I spent some time in Mytilini, a mountain village on the island of Samos, Greece last month, an island located a mile off the Turkish coast. During our visit we explored the south central part of Samos island beginning with the ruins of the temple of Hera. It was built in stages beginning in the 8th century BC and the temple was much larger than the Parthenon but subsequent builders saw it as a good supply of ready cut stones for building new things.
Only one column is still standing and it is half its original size that must have been over 60 feet. You can see the Scared Way that led from the temple to old city of Pythagora. It was paved in the 7th century BC and ran almost 5 km.
Next we walked around the seaside town of Ireo. There were a number of waterfront restaurants and one advertised live music on Monday and Friday.

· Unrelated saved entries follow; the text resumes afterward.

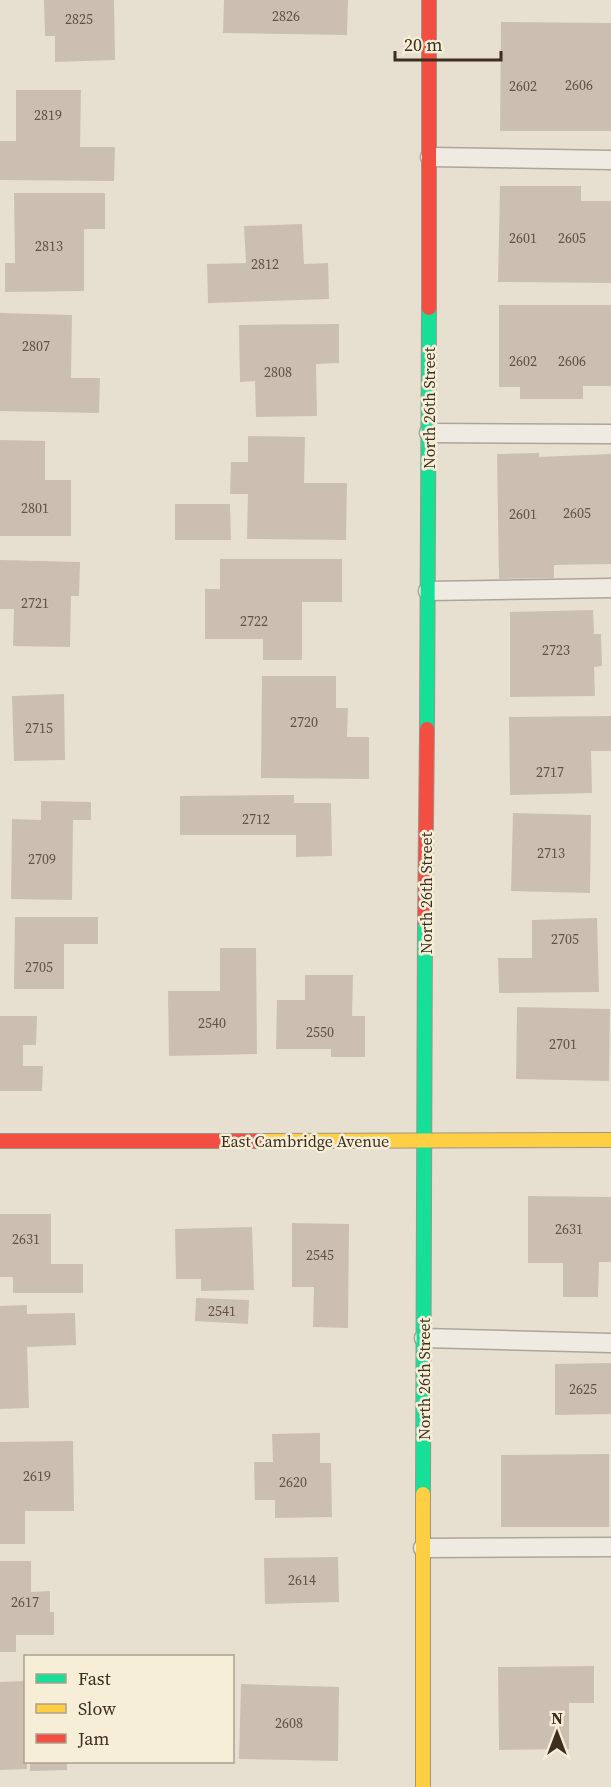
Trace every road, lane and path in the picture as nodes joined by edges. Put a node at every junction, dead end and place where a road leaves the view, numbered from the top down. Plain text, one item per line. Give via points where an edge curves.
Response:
1 (429, 0) edge
2 (430, 157) junction
3 (611, 160) edge
4 (429, 433) junction
5 (611, 434) edge
6 (611, 588) edge
7 (428, 591) junction
8 (611, 1140) edge
9 (0, 1141) edge
10 (424, 1141) junction
11 (424, 1338) junction
12 (611, 1343) edge
13 (611, 1547) edge
14 (423, 1548) junction
15 (423, 1787) edge

1 - 2 street, North 26th Street
2 - 3 lane
2 - 4 street, North 26th Street
4 - 5 lane
4 - 7 street, North 26th Street
6 - 7 lane
7 - 10 street, North 26th Street
8 - 10 street, East Cambridge Avenue
9 - 10 street, East Cambridge Avenue
10 - 11 street, North 26th Street
11 - 12 lane
11 - 14 street, North 26th Street
13 - 14 lane
14 - 15 street, North 26th Street

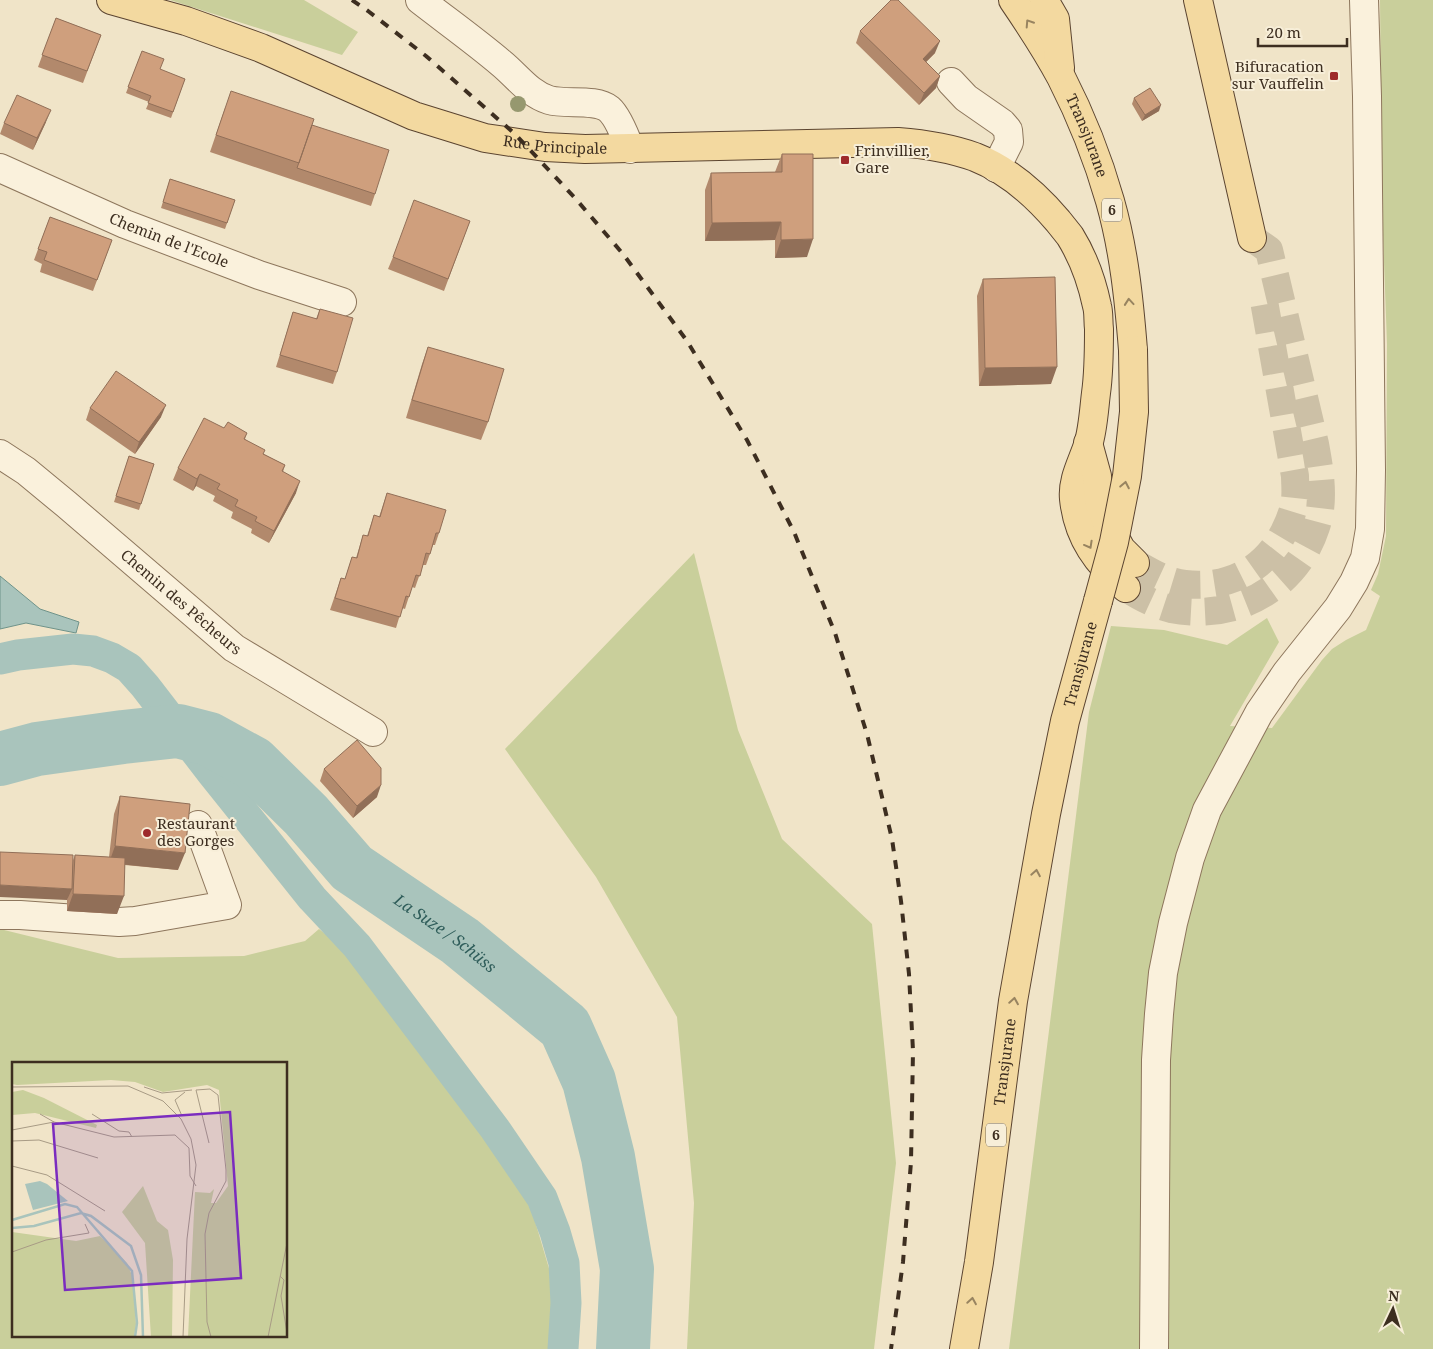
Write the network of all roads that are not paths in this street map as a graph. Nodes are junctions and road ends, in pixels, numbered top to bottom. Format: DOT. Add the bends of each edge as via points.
graph roads {
  1 [pos="111,0"];
  2 [pos="420,0"];
  3 [pos="1013,0"];
  4 [pos="1044,0"];
  5 [pos="1198,0"];
  6 [pos="1364,0"];
  7 [pos="1061,77"];
  8 [pos="951,82"];
  9 [pos="630,149"];
  10 [pos="0,168"];
  11 [pos="1007,174"];
  12 [pos="1252,238"];
  13 [pos="342,302"];
  14 [pos="1088,443"];
  15 [pos="0,454"];
  16 [pos="1136,563"];
  17 [pos="1126,588"];
  18 [pos="373,732"];
  19 [pos="198,825"];
  20 [pos="0,915"];
  21 [pos="964,1349"];
  22 [pos="1154,1349"];
  1 -- 9 [label="main road, Rue Principale" via="186,21 261,48 414,116 485,138 585,150"];
  2 -- 9 [label="street" via="502,63 530,90 549,100 594,104 610,110"];
  7 -- 3 [label="main road, Transjurane / 6, one-way"];
  4 -- 7 [label="main road" via="1055,20"];
  5 -- 12 [label="main road"];
  6 -- 22 [label="street" via="1371,461 1370,529 1366,558 1338,608 1287,672 1260,713 1207,810 1190,858 1163,973 1159,1014"];
  21 -- 7 [label="main road, Transjurane / 6, one-way, bridge" via="979,1262 1013,1001 1046,814 1066,721 1114,542 1127,476 1134,412 1128,290 1119,238 1098,166"];
  8 -- 11 [label="street" via="966,98 1008,130"];
  9 -- 11 [label="main road, Rue Principale" via="898,142 929,145 976,157"];
  10 -- 13 [label="street, Chemin de l'Ecole" via="125,224 259,275"];
  11 -- 14 [label="main road, Rue Principale" via="1046,208 1069,236 1088,272 1098,308 1099,348"];
  14 -- 16 [label="main road" via="1097,476 1100,505 1108,527 1120,549"];
  14 -- 17 [label="main road, one-way" via="1076,476 1074,498 1079,522 1097,559"];
  15 -- 18 [label="street, Chemin des Pêcheurs" via="66,504 234,648"];
  19 -- 20 [label="street" via="227,905 119,922"];
}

Next we stopped at the Tower of Sarakinis built in the 16th century AD. It was a left to a monastery on the island by the boatswain of the Ottoman Captian Kilic Ali Pasha who encouraged the re-population of the Samos in 1562. Beside it is a small, unusually shaped church.

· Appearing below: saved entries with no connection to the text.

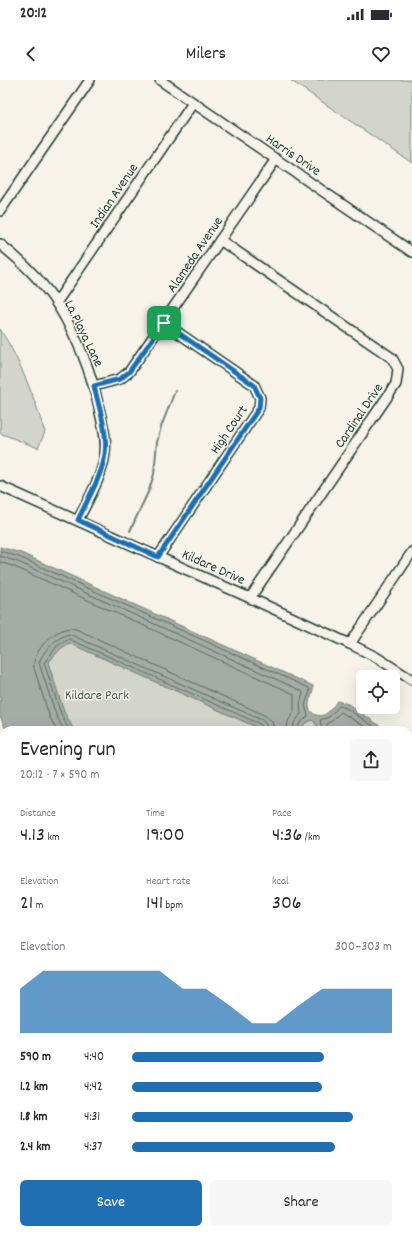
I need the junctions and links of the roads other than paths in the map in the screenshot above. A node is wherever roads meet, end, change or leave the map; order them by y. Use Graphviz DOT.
graph roads {
  1 [pos="90,80"];
  2 [pos="160,80"];
  3 [pos="193,103"];
  4 [pos="276,159"];
  5 [pos="0,211"];
  6 [pos="220,240"];
  7 [pos="0,244"];
  8 [pos="412,252"];
  9 [pos="56,303"];
  10 [pos="164,323"];
  11 [pos="94,386"];
  12 [pos="0,486"];
  13 [pos="78,520"];
  14 [pos="412,552"];
  15 [pos="158,557"];
  16 [pos="250,598"];
  17 [pos="350,644"];
  18 [pos="412,680"];
  1 -- 5 [label="street"];
  2 -- 3 [label="street, Harris Drive"];
  3 -- 4 [label="street, Harris Drive"];
  3 -- 9 [label="street, Indian Avenue"];
  4 -- 6 [label="street, Alameda Avenue"];
  4 -- 8 [label="street, Harris Drive"];
  6 -- 10 [label="street, Alameda Avenue"];
  6 -- 16 [label="street, Cardinal Drive"];
  7 -- 9 [label="street, La Playa Lane"];
  9 -- 11 [label="street, La Playa Lane"];
  10 -- 11 [label="street, Alameda Avenue"];
  10 -- 15 [label="street, High Court"];
  11 -- 13 [label="street, La Playa Lane"];
  12 -- 13 [label="street, Kildare Drive"];
  13 -- 15 [label="street, Kildare Drive"];
  14 -- 17 [label="street"];
  15 -- 16 [label="street, Kildare Drive"];
  16 -- 17 [label="street, Kildare Drive"];
  17 -- 18 [label="street, Kildare Drive"];
}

We also drove through some remote mountain villages with peaceful shaded town squares. We are trying to do as many secondary paved roads as we can. Below is the town square in Myloi and the town from the hills above it. The green spot in the center is the town square with a very large old tree. This is usual situation in Greek inland villages, a central square with a large shade tree or several trees, and at least one taverna or cafe. The seaside villages, like Ireo above, run the central street and tavernas along the sea and are less likely to have a central square.
Next stop was Paghondas shown below. The second picture below shows the view from our table at Paghondas where we had foamy ice coffee, the Greeks call a frappe. Inside the cafe was a very large black and white photograph taken in New Jersey of a 1925 reunion of Greeks who immigrated to the US from Samos. The owner gave us permission to photograph the pictures. We have met a number of people here with American cousins. Next you see the familiar sight of laundry hanging out to dry. In this case it is across from the town square. Clothes dryers are rare on the island with its wind and sun. We did not take the steep ramp shown below to the parking lot but parked on the upper street.
The road from Paghondas to Spatharaioi went along a ridge offering sweeping views to the sea and Mount Kerkas. You could also see the effects of large wild fires that swept sections of the back country several years ago.
We later had lunch in Mavratezi, an even more remote mountain village known for its ceramics. We had a very traditonal lunch: souvaki (grilled pork on skewers), Greek salad, the best bread we have had on the island (from a bakery in Hora), and Tzatziki for 11 Euros. The weather has consistency cooled to the mid-80s so it is pleasant to do things during the day.
Post Script 1: Below is our view from dinner in Ireo as we sat at a corner table in the restaurant shown in first photo. There is Turkey across the water and the Straits of Mikali separating Greece and Turkey. We had dry and sweet white wine with grilled bread, fried mussels, fried calamari, and grilled shrimp. Then we were served a complementary desert of a sweet cake at the end. The view from our table looking the other way follows the dinner pictures. Next we went to a fish tavern to hear some excellent traditional Greek music. Dancers got going part way through.
Post Script 2: Near the temple of Hera is a stretch of beach where you can drive on the back side of the beach. On several of our first nights on the island we watched the sunset over the mountains of Samos behind us and then saw the moon rise over the mountains in Turkey in front of us. We shared the view with a lone surf fisherman on two nights and had it to ourselves on the other.